General information
- Founded: 1998
- Folded: 2001
- Headquartered: Monroe, Louisiana at the Monroe Civic Center
- Colors: Black, Red, White, & Yellow
- Mascot: Blitz

Personnel
- Owners: James & Carolyn Shiver Sr.
- Head coach: John Fourcade

Team history
- Louisiana Bayou Beast (1998-1999, 2001); Louisiana Rangers (2000);

Home fields
- Pete Maravich Assembly Center (1998); Riverside Centroplex (1999); Monroe Civic Center (2001);

League / conference affiliations
- Professional Indoor Football League (1998) Indoor Professional Football League (1999) National Indoor Football League (2001)

Championships
- League championships: 1 PIFL: 1998

= Louisiana Bayou Beast =

The Louisiana Bayou Beast were a team in the Professional Indoor Football League (PIFL) in 1998, in the Indoor Professional Football League (IPFL) in 1999 and reincarnated in 2001 in the National Indoor Football League (NIFL). The Bayou Beast franchise was owned by James (Sr.) and Carolyn Shiver, who currently own and operate the NIFL which is based in Lafayette, Louisiana. The Bayou Beast competed in the PIFL in 1998, playing their home games at the Pete Maravich Assembly Center on the LSU campus in Baton Rouge. The team colors were red, black, and white. In 1999, the PIFL changed its name to the IPFL, and the Beast changed arenas, moving to the Riverside Centroplex in downtown Baton Rouge for that season.
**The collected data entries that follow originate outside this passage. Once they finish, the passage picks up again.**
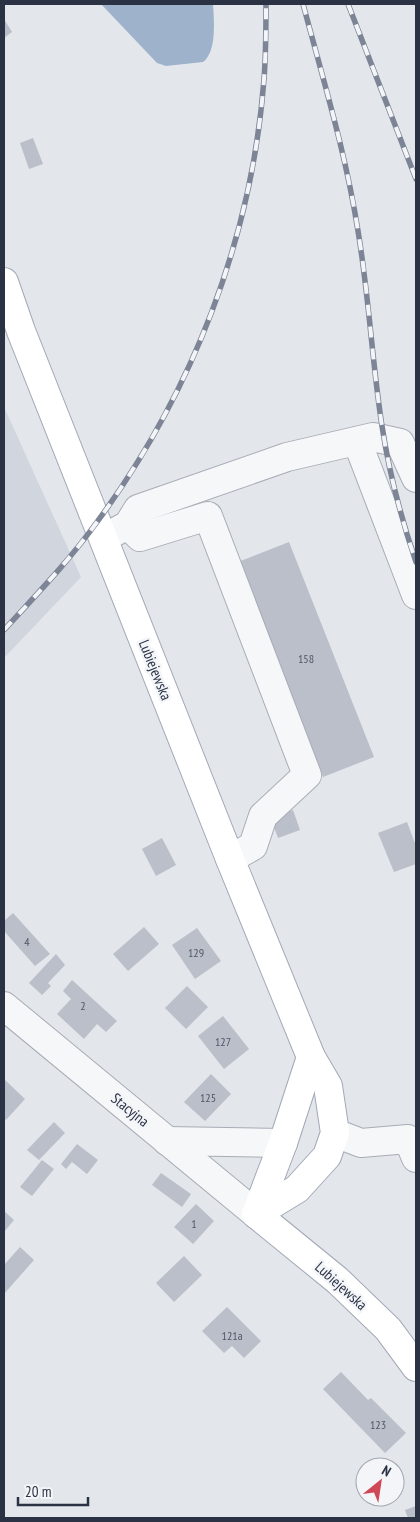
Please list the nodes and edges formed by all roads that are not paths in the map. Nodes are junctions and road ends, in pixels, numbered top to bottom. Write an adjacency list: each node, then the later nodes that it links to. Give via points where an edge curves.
1 (4, 282): 5 (main road, Lubiejewska)
2 (357, 441): 3 (street, via 373,437 400,443); 4 (street, via 287,457 138,510); 6 (street)
3 (416, 478)
4 (128, 525): 5 (street); 7 (street, via 140,538 208,516 306,775 263,816 253,846)
5 (103, 539): 7 (main road, Lubiejewska)
6 (416, 595)
7 (230, 859): 9 (main road, Lubiejewska)
8 (4, 1006): 11 (street, Stacyjna)
9 (311, 1057): 10 (main road, Lubiejewska, via 328,1086); 12 (main road)
10 (335, 1132): 13 (street, via 361,1143 408,1139); 14 (main road, Lubiejewska, via 327,1156 297,1189)
11 (167, 1141): 12 (street); 14 (street, Stacyjna)
12 (283, 1143): 14 (main road)
13 (416, 1158)
14 (256, 1214): 15 (main road, Lubiejewska, via 337,1280 388,1329)
15 (416, 1368)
After two seasons, the Bayou Beast moved to Alexandria. and were renamed the Louisiana Rangers for the IPFL 2000 season.

The team was reincarnated in 2001 for the National Indoor Football League, and based in Monroe, Louisiana. Following that season, the franchise folded.

==1998 PIFL season==

The Bayou Beast played its inaugural game on the road against the Madison Mad Dogs on April 10, 1998. They won the game 36–28 in front of a crowd of 4,283. The team logo, consisting of a raging "Beast" busting through his football uniform, known as "Blitz". Some spectators said that the "Bayou Beast" logo (Blitz) looked like "a raccoon on steroids".

In their first year, they won 13 out of 14 games (losing only to the Colorado Wildcats 41–49 on May 9, 1998) to win the PIFL's first regular season title. With a 10-game win streak to end the season, the Bayou Beast were seeded in the #1 position with the home field advantage throughout the playoffs.
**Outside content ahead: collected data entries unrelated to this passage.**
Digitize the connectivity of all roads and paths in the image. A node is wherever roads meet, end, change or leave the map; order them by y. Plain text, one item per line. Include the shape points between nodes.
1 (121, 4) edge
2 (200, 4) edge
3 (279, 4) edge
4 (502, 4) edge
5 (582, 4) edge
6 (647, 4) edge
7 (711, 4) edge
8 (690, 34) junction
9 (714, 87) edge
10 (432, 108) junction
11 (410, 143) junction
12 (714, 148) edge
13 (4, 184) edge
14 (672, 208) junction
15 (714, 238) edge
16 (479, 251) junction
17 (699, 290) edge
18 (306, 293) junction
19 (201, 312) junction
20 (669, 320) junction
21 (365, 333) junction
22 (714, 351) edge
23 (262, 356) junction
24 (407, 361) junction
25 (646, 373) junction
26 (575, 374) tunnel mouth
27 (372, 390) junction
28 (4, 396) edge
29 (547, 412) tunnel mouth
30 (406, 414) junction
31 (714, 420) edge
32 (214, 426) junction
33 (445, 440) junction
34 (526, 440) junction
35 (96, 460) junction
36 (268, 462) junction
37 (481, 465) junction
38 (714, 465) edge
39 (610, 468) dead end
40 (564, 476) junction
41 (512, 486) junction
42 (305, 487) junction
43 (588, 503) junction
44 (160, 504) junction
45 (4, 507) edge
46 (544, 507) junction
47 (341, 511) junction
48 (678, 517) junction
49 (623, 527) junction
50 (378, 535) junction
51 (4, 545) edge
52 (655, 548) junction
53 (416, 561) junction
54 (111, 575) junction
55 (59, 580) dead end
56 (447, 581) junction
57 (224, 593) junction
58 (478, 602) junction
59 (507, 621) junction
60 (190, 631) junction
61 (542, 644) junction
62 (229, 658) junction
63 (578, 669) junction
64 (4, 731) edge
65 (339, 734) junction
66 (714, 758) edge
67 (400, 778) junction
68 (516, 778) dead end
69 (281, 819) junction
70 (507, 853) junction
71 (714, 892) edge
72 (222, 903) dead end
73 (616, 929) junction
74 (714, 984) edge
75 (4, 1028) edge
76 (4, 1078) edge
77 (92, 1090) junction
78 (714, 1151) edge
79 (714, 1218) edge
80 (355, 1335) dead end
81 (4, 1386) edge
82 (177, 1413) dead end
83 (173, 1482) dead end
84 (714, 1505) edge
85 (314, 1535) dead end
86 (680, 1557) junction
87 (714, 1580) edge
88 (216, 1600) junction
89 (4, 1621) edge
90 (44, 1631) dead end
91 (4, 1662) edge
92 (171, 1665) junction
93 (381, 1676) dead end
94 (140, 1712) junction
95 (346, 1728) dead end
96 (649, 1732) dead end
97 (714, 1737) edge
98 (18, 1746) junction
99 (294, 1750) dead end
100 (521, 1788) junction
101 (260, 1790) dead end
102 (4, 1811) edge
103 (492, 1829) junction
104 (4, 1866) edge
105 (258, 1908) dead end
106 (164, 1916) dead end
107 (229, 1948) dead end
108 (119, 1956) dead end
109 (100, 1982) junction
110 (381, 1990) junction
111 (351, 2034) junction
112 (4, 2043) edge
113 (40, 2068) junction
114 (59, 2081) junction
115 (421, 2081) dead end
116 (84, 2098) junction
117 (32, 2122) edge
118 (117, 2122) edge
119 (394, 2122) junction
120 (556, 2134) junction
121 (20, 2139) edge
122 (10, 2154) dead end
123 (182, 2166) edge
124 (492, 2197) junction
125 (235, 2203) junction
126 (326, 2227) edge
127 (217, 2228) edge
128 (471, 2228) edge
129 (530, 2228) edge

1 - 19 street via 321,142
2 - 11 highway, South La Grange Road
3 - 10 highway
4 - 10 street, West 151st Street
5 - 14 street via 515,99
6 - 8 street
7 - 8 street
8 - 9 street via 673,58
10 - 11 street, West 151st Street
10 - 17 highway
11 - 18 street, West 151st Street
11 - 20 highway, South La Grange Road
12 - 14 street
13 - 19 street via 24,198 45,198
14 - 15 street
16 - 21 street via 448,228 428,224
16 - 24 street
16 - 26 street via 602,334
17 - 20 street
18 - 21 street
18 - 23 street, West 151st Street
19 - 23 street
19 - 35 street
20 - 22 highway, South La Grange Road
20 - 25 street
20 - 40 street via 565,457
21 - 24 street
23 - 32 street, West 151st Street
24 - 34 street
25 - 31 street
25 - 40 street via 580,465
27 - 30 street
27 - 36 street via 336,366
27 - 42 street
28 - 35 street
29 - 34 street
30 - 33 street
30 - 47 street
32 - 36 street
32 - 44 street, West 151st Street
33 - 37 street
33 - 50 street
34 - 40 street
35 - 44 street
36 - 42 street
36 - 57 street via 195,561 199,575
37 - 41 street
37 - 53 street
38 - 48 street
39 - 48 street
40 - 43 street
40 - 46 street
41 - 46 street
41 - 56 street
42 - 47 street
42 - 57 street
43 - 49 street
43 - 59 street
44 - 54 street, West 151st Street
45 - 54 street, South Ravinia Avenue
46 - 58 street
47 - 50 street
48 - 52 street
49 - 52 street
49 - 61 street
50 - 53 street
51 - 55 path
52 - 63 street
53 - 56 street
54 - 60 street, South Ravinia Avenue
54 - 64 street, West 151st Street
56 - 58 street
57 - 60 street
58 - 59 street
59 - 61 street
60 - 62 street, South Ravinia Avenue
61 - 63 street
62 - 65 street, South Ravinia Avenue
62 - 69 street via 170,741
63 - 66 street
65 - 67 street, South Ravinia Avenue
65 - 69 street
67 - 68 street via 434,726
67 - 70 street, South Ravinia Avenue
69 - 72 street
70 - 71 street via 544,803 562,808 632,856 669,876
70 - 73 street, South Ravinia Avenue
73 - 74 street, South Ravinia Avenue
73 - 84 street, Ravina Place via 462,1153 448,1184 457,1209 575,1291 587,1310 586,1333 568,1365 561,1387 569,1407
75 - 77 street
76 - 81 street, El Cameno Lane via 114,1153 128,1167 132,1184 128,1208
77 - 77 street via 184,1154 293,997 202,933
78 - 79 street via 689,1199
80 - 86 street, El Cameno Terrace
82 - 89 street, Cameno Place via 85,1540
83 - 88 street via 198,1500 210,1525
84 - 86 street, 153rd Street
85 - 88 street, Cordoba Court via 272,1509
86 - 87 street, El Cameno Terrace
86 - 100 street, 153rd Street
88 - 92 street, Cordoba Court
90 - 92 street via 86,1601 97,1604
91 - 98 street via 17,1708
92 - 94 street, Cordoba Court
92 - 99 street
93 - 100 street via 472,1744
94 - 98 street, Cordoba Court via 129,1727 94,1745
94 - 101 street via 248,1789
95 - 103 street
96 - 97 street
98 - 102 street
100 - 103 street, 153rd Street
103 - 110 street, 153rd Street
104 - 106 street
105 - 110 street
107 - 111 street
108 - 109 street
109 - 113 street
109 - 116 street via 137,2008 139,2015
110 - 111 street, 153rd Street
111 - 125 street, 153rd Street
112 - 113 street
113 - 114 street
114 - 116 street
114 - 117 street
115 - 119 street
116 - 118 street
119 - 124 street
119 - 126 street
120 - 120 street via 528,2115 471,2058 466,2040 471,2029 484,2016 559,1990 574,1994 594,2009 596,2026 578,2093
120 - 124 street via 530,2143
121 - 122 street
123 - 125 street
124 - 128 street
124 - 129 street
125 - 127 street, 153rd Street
==PIFL Playoff Semifinals==

Their first playoff game would be against the #4 ranked Colorado Wildcats. A couple of key events took place before the opening kickoff of this game. First, the Pete Maravich Assembly Center, home arena of the Bayou Beast, could not be used since it was previously booked for that weekend. A deal was worked out with the Riverside Centroplex to host the Beast's first playoff game. Secondly, the owner of the Colorado Wildcats was financially strapped by the end of the season and was about to forfeit their playoff appearance rather than pay travel costs to Baton Rouge. The Shivers, the Bayou Beast owners, offered to pay travel expenses for the Wildcats to compete against the Beast. This would also be their chance to avenge the only loss of the season by defeating them in the playoffs. The Bayou Beast did just that by winning 67–51.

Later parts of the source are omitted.